Download or read book An Collins and the Historical Imagination written by W. Scott Howard and published by Routledge. This book was released on 2016-04-15 with total page 433 pages. Available in PDF, EPUB and Kindle. Book excerpt: The first edited collection of scholarly essays to focus exclusively on An Collins, this volume examines the significance of an important religious and political poet from seventeenth-century England. The book celebrates Collins’s writing within her own time and ours through a comprehensive assessment of her poetics, literary, religious and political contexts, critical reception, and scholarly tradition. An Collins and the Historical Imagination engages with the complete arc of research and interpretation concerning Collins’s poetry from 1653 to the present. The volume defines the center and circumference of Collins scholarship for twenty-first century readers. The book’s thematically linked chapters and appendices provide a multifaceted investigation of An Collins’s writing, religious and political milieu, and literary legacy within her time and ours.
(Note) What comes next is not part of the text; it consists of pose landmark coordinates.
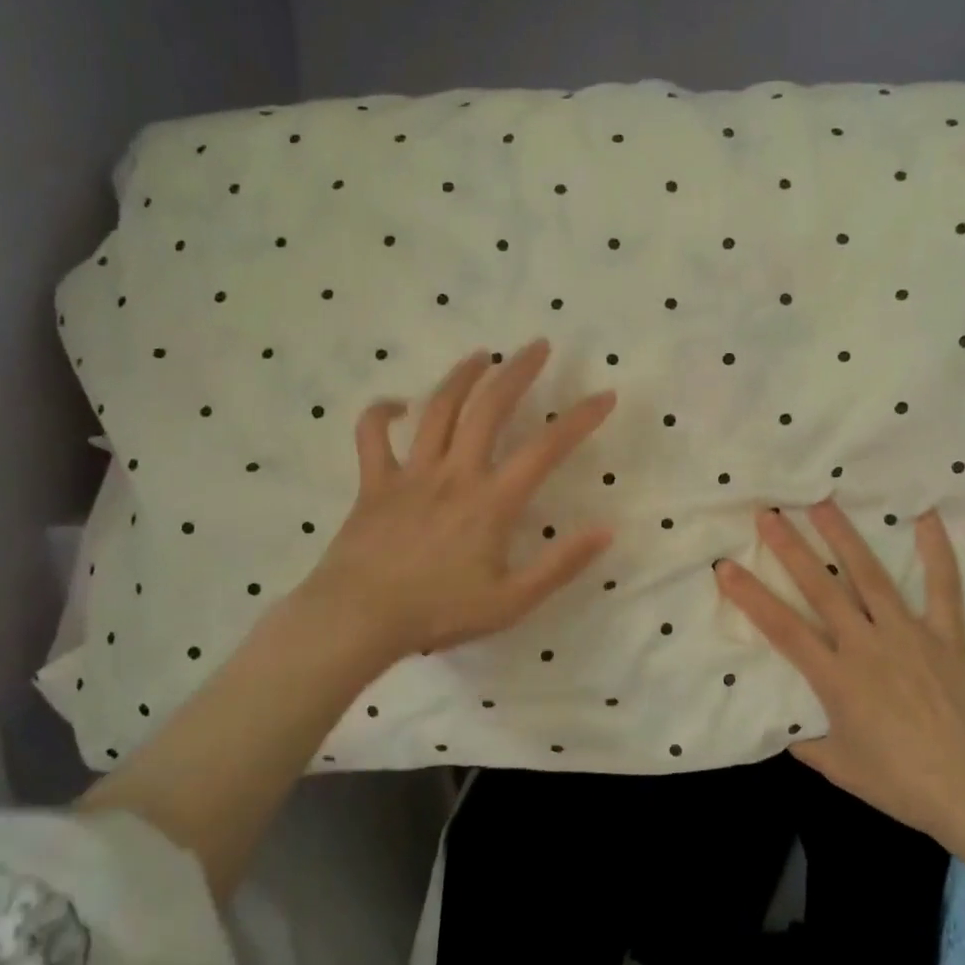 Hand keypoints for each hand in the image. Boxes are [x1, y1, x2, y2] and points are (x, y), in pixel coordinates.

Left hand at [304, 339, 615, 662]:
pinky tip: (397, 404)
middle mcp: (454, 474)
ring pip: (438, 409)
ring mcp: (411, 473)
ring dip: (463, 376)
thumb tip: (606, 531)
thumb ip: (561, 565)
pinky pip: (373, 435)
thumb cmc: (438, 612)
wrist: (358, 618)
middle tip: (537, 346)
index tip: (605, 395)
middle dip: (517, 371)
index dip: (580, 418)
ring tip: (483, 355)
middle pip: (490, 408)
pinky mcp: (374, 482)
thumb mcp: (512, 601)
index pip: (546, 449)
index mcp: (492, 501)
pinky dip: (382, 412)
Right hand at [714, 502, 964, 843]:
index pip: (782, 628)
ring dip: (843, 537)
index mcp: (835, 678)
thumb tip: (788, 730)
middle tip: (769, 514)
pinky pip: (943, 587)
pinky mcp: (947, 636)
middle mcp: (866, 646)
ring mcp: (908, 635)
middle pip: (821, 589)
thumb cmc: (900, 783)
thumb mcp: (840, 767)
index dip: (750, 596)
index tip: (725, 567)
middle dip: (791, 549)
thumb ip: (808, 743)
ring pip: (870, 577)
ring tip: (822, 503)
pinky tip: (925, 517)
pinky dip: (936, 551) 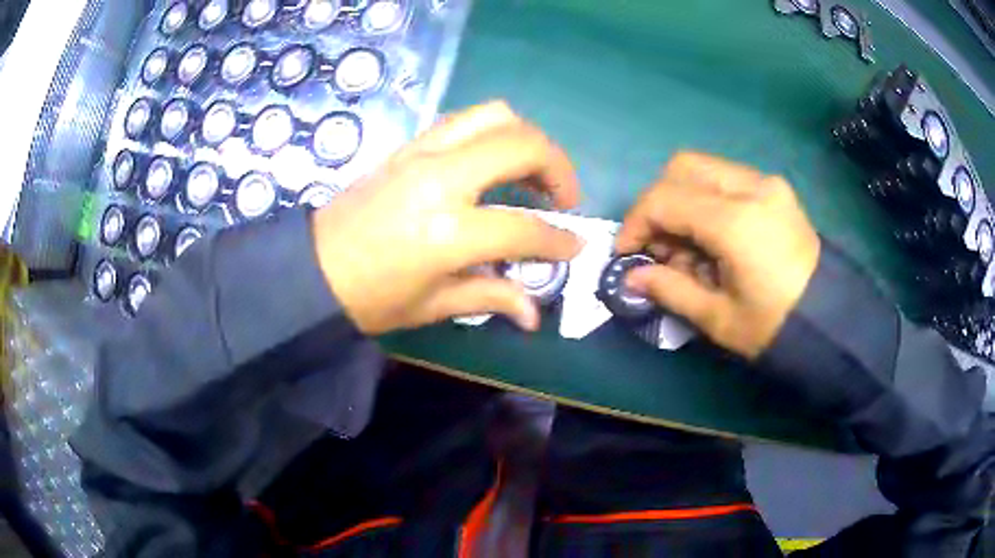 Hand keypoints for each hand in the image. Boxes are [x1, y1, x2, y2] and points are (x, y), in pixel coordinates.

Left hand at [311, 101, 582, 334]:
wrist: (312, 268)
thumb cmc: (370, 298)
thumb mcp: (433, 306)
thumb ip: (491, 298)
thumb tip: (534, 314)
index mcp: (448, 231)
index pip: (525, 227)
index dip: (558, 239)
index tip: (574, 245)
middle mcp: (440, 179)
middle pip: (521, 144)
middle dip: (558, 165)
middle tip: (563, 196)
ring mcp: (422, 153)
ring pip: (494, 115)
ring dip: (527, 137)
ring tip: (533, 170)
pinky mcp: (407, 144)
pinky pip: (464, 119)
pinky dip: (492, 132)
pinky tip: (493, 162)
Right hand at [616, 152, 820, 358]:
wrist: (831, 322)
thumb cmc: (775, 327)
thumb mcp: (718, 318)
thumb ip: (669, 289)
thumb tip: (632, 276)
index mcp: (736, 221)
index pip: (666, 198)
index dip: (636, 222)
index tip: (626, 252)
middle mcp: (752, 188)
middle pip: (683, 167)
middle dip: (658, 203)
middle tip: (657, 244)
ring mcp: (768, 184)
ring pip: (705, 169)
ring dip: (683, 200)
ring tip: (687, 248)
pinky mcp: (776, 190)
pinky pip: (727, 179)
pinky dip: (707, 201)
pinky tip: (713, 238) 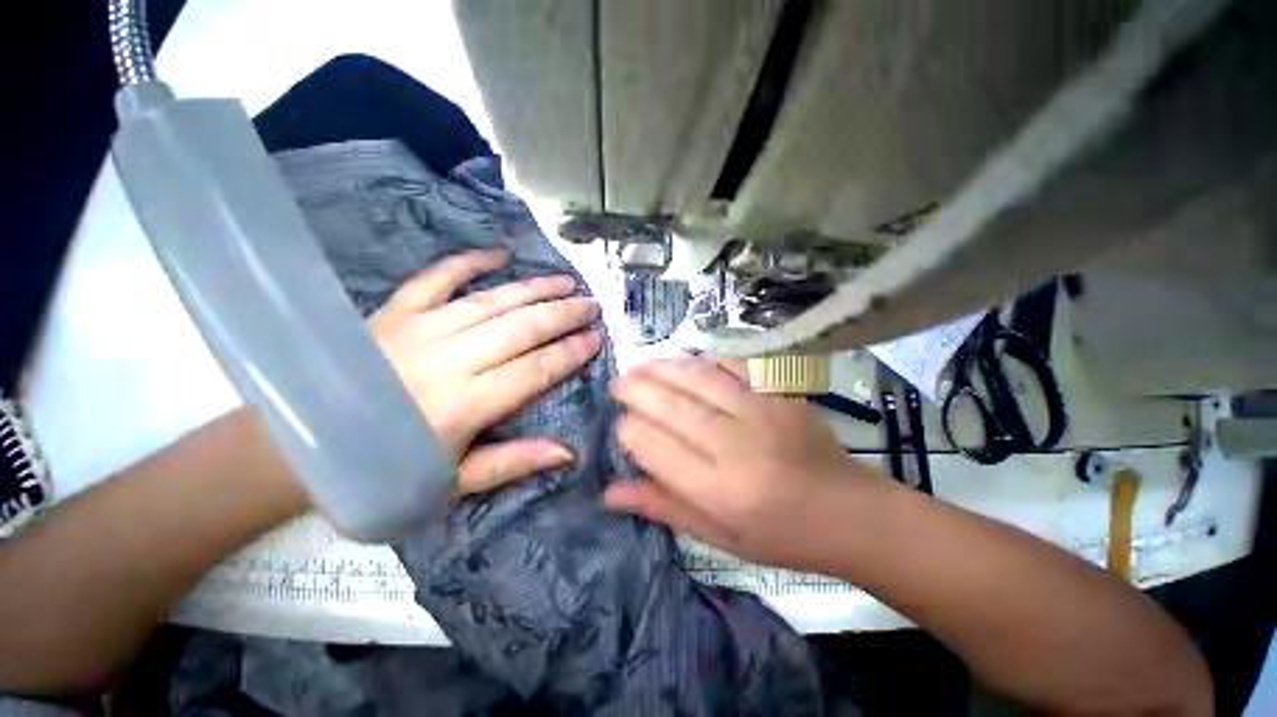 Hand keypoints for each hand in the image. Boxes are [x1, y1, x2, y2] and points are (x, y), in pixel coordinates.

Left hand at [368, 249, 601, 495]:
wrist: (294, 452)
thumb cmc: (379, 476)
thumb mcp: (451, 486)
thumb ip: (510, 463)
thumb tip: (566, 452)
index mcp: (463, 406)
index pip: (535, 370)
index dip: (570, 353)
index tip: (596, 339)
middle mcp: (447, 361)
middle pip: (520, 328)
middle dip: (563, 314)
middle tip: (591, 305)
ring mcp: (418, 330)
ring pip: (491, 301)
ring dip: (533, 289)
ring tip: (564, 281)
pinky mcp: (391, 313)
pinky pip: (435, 279)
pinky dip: (468, 263)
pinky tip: (498, 255)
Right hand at [604, 356, 896, 571]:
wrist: (850, 512)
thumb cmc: (780, 535)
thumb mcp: (717, 536)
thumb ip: (663, 507)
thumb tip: (609, 491)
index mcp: (720, 490)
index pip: (655, 447)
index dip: (629, 431)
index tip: (621, 427)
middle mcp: (737, 446)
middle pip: (672, 406)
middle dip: (637, 389)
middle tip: (618, 383)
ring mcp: (762, 412)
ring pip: (698, 378)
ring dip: (663, 367)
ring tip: (641, 366)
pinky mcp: (780, 392)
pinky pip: (733, 364)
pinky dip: (703, 360)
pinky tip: (686, 361) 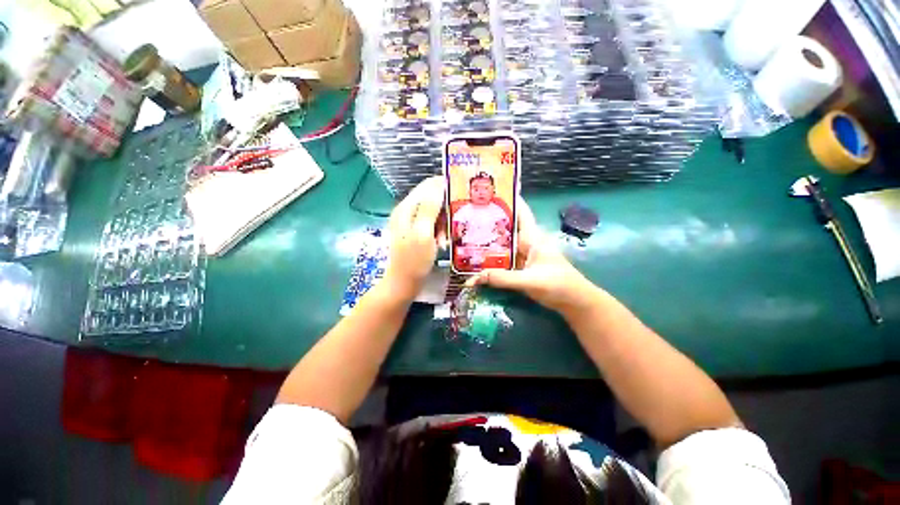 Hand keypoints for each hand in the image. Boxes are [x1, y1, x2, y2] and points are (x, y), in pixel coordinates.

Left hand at [382, 176, 445, 301]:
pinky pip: (432, 225)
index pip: (428, 185)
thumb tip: (439, 183)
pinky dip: (439, 232)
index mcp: (406, 208)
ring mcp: (411, 223)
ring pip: (434, 213)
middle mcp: (407, 212)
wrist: (403, 284)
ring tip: (446, 238)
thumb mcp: (423, 233)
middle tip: (454, 223)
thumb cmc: (414, 260)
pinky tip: (442, 243)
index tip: (463, 194)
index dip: (445, 186)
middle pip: (432, 199)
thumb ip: (429, 207)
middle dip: (446, 210)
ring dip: (443, 223)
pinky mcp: (416, 232)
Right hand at [466, 199, 598, 314]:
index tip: (487, 193)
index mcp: (532, 236)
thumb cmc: (558, 284)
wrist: (573, 301)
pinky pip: (501, 258)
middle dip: (488, 221)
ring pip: (501, 243)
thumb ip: (503, 279)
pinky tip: (475, 259)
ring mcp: (521, 254)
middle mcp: (525, 242)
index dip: (507, 200)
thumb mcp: (530, 281)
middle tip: (466, 215)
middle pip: (505, 226)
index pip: (520, 211)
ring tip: (464, 235)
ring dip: (486, 240)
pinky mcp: (519, 266)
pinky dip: (490, 258)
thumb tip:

Book The Ashgate Research Companion to Monsters and the Monstrous

Download or read book The Ashgate Research Companion to Monsters and the Monstrous written by Asa Simon Mittman and published by Routledge. This book was released on 2017-02-24 with total page 626 pages. Available in PDF, EPUB and Kindle. Book excerpt: The field of monster studies has grown significantly over the past few years and this companion provides a comprehensive guide to the study of monsters and the monstrous from historical, regional and thematic perspectives. The collection reflects the truly multi-disciplinary nature of monster studies, bringing in scholars from literature, art history, religious studies, history, classics, and cultural and media studies. The companion will offer scholars and graduate students the first comprehensive and authoritative review of this emergent field.